WHAT YOU SHOULD DO: Go line by line through the records below. Copy whichever lines contain the string "Aksu".

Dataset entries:
.....

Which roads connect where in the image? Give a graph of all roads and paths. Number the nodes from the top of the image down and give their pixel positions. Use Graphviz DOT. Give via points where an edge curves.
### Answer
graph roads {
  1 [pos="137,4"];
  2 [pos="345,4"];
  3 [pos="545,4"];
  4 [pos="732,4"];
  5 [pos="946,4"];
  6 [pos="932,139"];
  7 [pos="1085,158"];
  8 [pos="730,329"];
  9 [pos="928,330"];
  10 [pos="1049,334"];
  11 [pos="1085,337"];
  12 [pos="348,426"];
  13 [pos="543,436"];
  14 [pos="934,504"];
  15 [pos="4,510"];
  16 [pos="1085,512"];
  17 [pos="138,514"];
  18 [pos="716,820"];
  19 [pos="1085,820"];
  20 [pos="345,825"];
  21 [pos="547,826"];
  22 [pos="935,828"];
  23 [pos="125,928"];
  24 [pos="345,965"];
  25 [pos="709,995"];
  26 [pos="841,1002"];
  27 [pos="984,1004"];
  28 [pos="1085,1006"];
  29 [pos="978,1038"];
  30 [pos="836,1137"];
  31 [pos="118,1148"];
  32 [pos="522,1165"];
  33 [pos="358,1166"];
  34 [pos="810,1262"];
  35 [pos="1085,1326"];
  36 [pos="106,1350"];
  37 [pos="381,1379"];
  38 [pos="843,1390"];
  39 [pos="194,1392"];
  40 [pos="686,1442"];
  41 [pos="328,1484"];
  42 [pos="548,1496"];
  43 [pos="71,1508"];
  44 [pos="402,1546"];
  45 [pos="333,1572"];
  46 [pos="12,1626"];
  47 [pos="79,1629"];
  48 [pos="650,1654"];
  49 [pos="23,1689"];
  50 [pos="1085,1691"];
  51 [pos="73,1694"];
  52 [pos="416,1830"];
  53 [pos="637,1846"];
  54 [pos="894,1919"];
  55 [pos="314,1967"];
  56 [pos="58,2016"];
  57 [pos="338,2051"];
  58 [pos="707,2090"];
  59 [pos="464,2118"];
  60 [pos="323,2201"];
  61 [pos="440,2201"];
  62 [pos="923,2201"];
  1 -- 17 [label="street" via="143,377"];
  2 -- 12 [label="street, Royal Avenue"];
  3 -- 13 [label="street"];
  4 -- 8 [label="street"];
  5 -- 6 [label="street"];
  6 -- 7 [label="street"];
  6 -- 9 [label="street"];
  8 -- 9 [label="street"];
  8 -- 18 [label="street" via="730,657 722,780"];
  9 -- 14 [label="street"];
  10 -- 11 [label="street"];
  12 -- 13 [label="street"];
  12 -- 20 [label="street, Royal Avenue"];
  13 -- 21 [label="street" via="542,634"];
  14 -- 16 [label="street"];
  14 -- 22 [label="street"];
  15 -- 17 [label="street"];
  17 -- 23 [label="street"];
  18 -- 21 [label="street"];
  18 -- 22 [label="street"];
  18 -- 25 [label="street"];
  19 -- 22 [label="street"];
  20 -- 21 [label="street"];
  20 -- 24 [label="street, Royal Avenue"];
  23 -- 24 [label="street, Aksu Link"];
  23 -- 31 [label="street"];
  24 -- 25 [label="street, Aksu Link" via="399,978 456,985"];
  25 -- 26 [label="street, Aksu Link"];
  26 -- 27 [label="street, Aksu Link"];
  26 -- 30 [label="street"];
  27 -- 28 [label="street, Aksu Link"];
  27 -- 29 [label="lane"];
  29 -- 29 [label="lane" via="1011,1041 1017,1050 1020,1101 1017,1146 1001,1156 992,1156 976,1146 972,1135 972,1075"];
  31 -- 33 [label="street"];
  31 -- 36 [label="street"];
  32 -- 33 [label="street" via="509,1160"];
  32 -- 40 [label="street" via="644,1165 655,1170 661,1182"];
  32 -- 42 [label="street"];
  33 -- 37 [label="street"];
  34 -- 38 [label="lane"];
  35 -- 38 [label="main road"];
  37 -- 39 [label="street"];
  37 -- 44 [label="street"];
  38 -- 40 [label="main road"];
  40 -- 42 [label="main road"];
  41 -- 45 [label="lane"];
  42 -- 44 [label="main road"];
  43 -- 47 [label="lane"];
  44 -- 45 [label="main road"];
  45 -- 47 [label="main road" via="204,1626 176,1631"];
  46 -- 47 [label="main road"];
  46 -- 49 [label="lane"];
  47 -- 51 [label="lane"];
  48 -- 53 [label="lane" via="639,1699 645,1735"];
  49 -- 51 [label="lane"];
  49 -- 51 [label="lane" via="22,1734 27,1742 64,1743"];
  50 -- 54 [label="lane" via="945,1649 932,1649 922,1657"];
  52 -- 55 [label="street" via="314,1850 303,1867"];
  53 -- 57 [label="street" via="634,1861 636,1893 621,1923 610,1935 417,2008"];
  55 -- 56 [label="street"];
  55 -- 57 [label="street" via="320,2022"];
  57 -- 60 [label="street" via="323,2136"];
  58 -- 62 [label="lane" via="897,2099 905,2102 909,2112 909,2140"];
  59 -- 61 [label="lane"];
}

.....

ANSWER AREA:
  23 -- 24 [label="street, Aksu Link"];
  24 -- 25 [label="street, Aksu Link" via="399,978 456,985"];
  25 -- 26 [label="street, Aksu Link"];
  26 -- 27 [label="street, Aksu Link"];
  27 -- 28 [label="street, Aksu Link"];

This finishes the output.